Paul Ekman (1934–2025) foi um psicólogo norte-americano conhecido por suas pesquisas sobre emoções, expressões faciais e comunicação não verbal. Atuou durante décadas na Universidade da Califórnia em São Francisco, onde se tornou professor emérito. Seus trabalhos ajudaram a consolidar o estudo sistemático dos movimentos da face e das relações entre expressão, emoção, contexto social e tentativa de ocultação.
Ekman ganhou projeção internacional por investigar semelhanças e diferenças culturais nas expressões emocionais. Em colaboração com Wallace V. Friesen, participou do desenvolvimento do Facial Action Coding System, conhecido como FACS, um sistema descritivo para registrar movimentos visíveis da musculatura facial. O FACS não diagnostica emoções, personalidade ou mentira. Ele descreve ações faciais que pesquisadores e profissionais podem posteriormente interpretar em relação ao contexto, à fala, à situação e a outras evidências.
Sua produção também ficou associada ao estudo das microexpressões, movimentos faciais muito breves que podem ocorrer quando uma emoção começa, é regulada ou se tenta ocultá-la. Esse campo recebeu ampla divulgação pública, mas também gerou extrapolações. Reconhecer uma expressão não equivale a determinar sua causa, identificar uma intenção ou concluir que alguém mente. A mesma configuração facial pode surgir em situações distintas, e a interpretação exige contexto, linha de base, sequência temporal e informação adicional.
Telling Lies
Publicado originalmente em 1985, Telling Lies: Clues to Deceit in the Marketplace, Politics, and Marriage examina por que algumas mentiras fracassam e que sinais podem acompanhar tentativas de ocultar emoções ou informações. Ekman analisa palavras, voz, face e corpo, mas não apresenta um gesto infalível de mentira. O próprio problema exige cautela: sinais de tensão, medo ou desconforto podem indicar muitas condições além do engano. O valor do livro está menos em oferecer uma técnica de detecção e mais em mostrar os limites, os erros e as condições sob as quais observadores formulam hipóteses sobre credibilidade.
Emotions Revealed
Em Emotions Revealed, publicado em 2003 e posteriormente revisto, Ekman apresenta emoções como raiva, medo, tristeza, repulsa e felicidade, descrevendo como elas podem surgir, desenvolver-se e aparecer no rosto. O livro combina fotografias, exercícios e explicações sobre expressão emocional, controle da resposta e reconhecimento facial. Sua leitura pode ampliar o vocabulário emocional, mas não autoriza conclusões automáticas sobre o estado interno de uma pessoa a partir de uma fotografia ou de um movimento isolado.

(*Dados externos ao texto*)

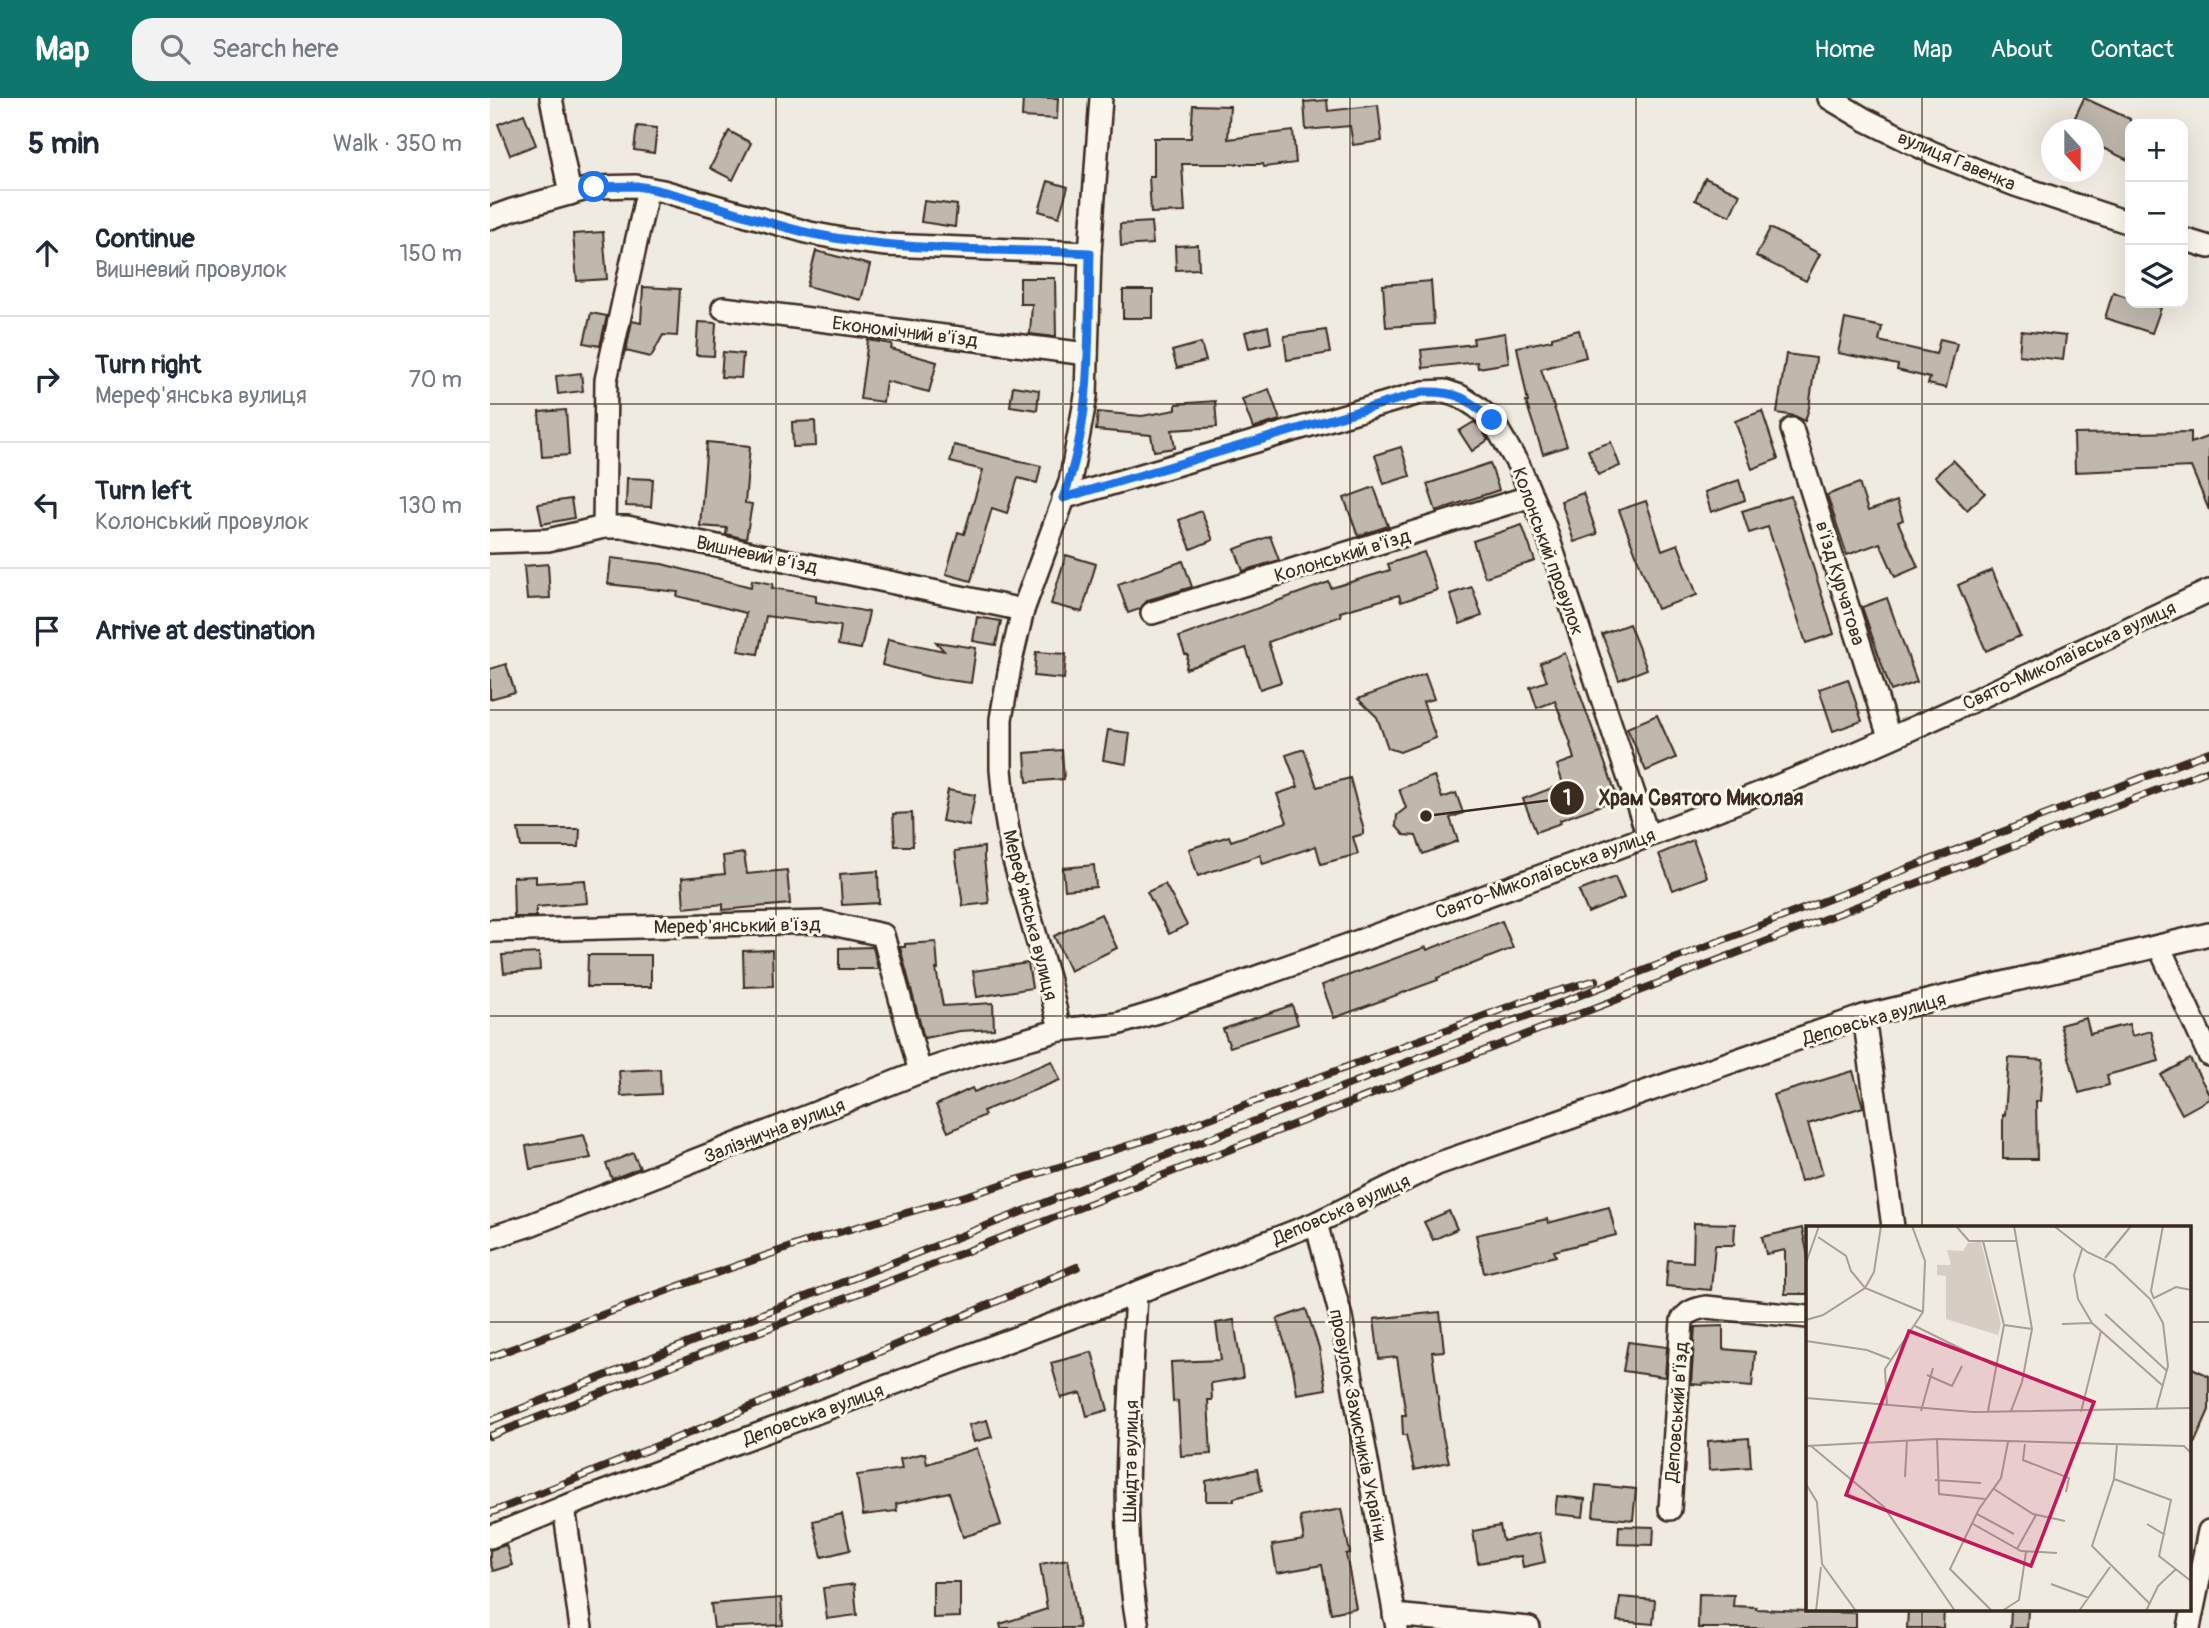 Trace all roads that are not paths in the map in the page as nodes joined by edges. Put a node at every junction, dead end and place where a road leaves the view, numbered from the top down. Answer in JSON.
{"nodes":[{"id":1,"x":551,"y":98,"type":"edge"},
{"id":2,"x":1101,"y":98,"type":"edge"},
{"id":3,"x":1829,"y":98,"type":"edge"},
{"id":4,"x":648,"y":188,"type":"junction"},
{"id":5,"x":570,"y":194,"type":"junction"},
{"id":6,"x":490,"y":218,"type":"edge"},
{"id":7,"x":2125,"y":221,"type":"edge"},
{"id":8,"x":2188,"y":241,"type":"edge"},
{"id":9,"x":2209,"y":247,"type":"edge"},
{"id":10,"x":1090,"y":253,"type":"junction"},
{"id":11,"x":723,"y":308,"type":"dead end"},
{"id":12,"x":1087,"y":354,"type":"junction"},
{"id":13,"x":1792,"y":429,"type":"dead end"},
{"id":14,"x":1532,"y":496,"type":"junction"},
{"id":15,"x":1063,"y":498,"type":"junction"},
{"id":16,"x":604,"y":527,"type":"junction"},
{"id":17,"x":490,"y":542,"type":"edge"},
{"id":18,"x":2209,"y":591,"type":"edge"},
{"id":19,"x":1023,"y":610,"type":"junction"},
{"id":20,"x":1152,"y":613,"type":"dead end"},
{"id":21,"x":1889,"y":737,"type":"junction"},
{"id":22,"x":1648,"y":836,"type":"junction"},
{"id":23,"x":490,"y":931,"type":"edge"},
{"id":24,"x":2209,"y":934,"type":"edge"},
{"id":25,"x":2159,"y":946,"type":"junction"},
{"id":26,"x":1864,"y":1017,"type":"junction"},
{"id":27,"x":1060,"y":1030,"type":"junction"},
{"id":28,"x":2209,"y":1055,"type":"edge"},
{"id":29,"x":920,"y":1072,"type":"junction"},
{"id":30,"x":1316,"y":1223,"type":"junction"},
{"id":31,"x":1893,"y":1226,"type":"edge"},
{"id":32,"x":490,"y":1238,"type":"edge"},
{"id":33,"x":1136,"y":1293,"type":"junction"},
{"id":34,"x":1806,"y":1317,"type":"edge"},
{"id":35,"x":564,"y":1507,"type":"junction"},
{"id":36,"x":1670,"y":1509,"type":"dead end"},
{"id":37,"x":2209,"y":1531,"type":"edge"},
{"id":38,"x":490,"y":1537,"type":"edge"},
{"id":39,"x":1396,"y":1622,"type":"edge"},
{"id":40,"x":581,"y":1628,"type":"edge"},
{"id":41,"x":1138,"y":1628,"type":"edge"},
{"id":42,"x":1529,"y":1628,"type":"edge"},
{"id":43,"x":2189,"y":1628,"type":"edge"}],
"edges":[{"from":1,"to":5,"type":"street"},
{"from":2,"to":10,"type":"street","name":"Мереф'янська вулиця"},
{"from":3,"to":7,"type":"street","name":"вулиця Гавенка"},
{"from":4,"to":5,"type":"street"},
{"from":4,"to":10,"type":"street"},
{"from":4,"to":16,"type":"street"},
{"from":5,"to":6,"type":"street"},
{"from":8,"to":9,"type":"street"},
{"from":10,"to":12,"type":"street","name":"Мереф'янська вулиця"},
{"from":11,"to":12,"type":"street","name":"Економічний в'їзд"},
{"from":12,"to":15,"type":"street","name":"Мереф'янська вулиця"},
{"from":13,"to":21,"type":"street","name":"в'їзд Курчатова"},
{"from":14,"to":15,"type":"street","name":"Колонський провулок"},
{"from":14,"to":20,"type":"street","name":"Колонський в'їзд"},
{"from":14,"to":22,"type":"street","name":"Колонський провулок"},
{"from":15,"to":19,"type":"street","name":"Мереф'янська вулиця"},
{"from":16,"to":17,"type":"street","name":"Вишневий в’їзд"},
{"from":16,"to":19,"type":"street","name":"Вишневий в’їзд"},
{"from":18,"to":21,"type":"street","name":"Свято-Миколаївська вулиця"},
{"from":19,"to":27,"type":"street","name":"Мереф'янська вулиця"},
{"from":21,"to":22,"type":"street","name":"Свято-Миколаївська вулиця"},
{"from":22,"to":27,"type":"street","name":"Свято-Миколаївська вулиця"},
{"from":23,"to":29,"type":"street","name":"Мереф'янський в'їзд"},
{"from":24,"to":25,"type":"street","name":"Деповська вулиця"},
{"from":25,"to":26,"type":"street","name":"Деповська вулиця"},
{"from":25,"to":28,"type":"street"},
{"from":26,"to":30,"type":"street","name":"Деповська вулиця"},
{"from":26,"to":31,"type":"street"},
{"from":27,"to":29,"type":"street","name":"Залізнична вулиця"},
{"from":29,"to":32,"type":"street","name":"Залізнична вулиця"},
{"from":30,"to":33,"type":"street","name":"Деповська вулиця"},
{"from":30,"to":39,"type":"street","name":"провулок Захисників України"},
{"from":33,"to":35,"type":"street","name":"Деповська вулиця"},
{"from":33,"to":41,"type":"street","name":"Шмідта вулиця"},
{"from":34,"to":36,"type":"street","name":"Деповський в’їзд"},
{"from":35,"to":38,"type":"street","name":"Деповська вулиця"},
{"from":35,"to":40,"type":"street"},
{"from":37,"to":43,"type":"street"},
{"from":39,"to":42,"type":"street"}]}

Principais livros relacionados à comunicação não verbal
- Emotion in the Human Face (1972). Reúne pesquisas e critérios metodológicos sobre expressão facial e emoção.
- Darwin and Facial Expression: A Century of Research in Review (1973). Examina a tradição iniciada por Darwin e os debates científicos sobre expressão emocional.
- Unmasking the Face (1975), com Wallace V. Friesen. Apresenta configurações faciais associadas a diferentes emoções e exercícios de reconhecimento.
- The Face of Man (1980). Discute expressões emocionais a partir do trabalho de campo realizado na Nova Guiné.
- Telling Lies (1985). Analisa mentira, ocultação emocional, vazamento comportamental e limites da detecção.
- What the Face Reveals (1997), organizado com Erika Rosenberg. Reúne estudos que utilizam o FACS em pesquisas sobre emoção, saúde e interação social.
- Emotions Revealed (2003). Obra de divulgação sobre emoções, expressões faciais e regulação emocional.
- Nonverbal Messages: Cracking the Code (2016). Retoma a trajetória de pesquisa de Ekman sobre expressões, gestos, voz e comportamento não verbal.
A importância histórica de Ekman não está em ter criado um método capaz de “ler pessoas”. Está em ter contribuído para descrever movimentos faciais de forma sistemática, investigar relações entre emoção e expressão e mostrar que a observação comportamental exige método, contexto e prudência.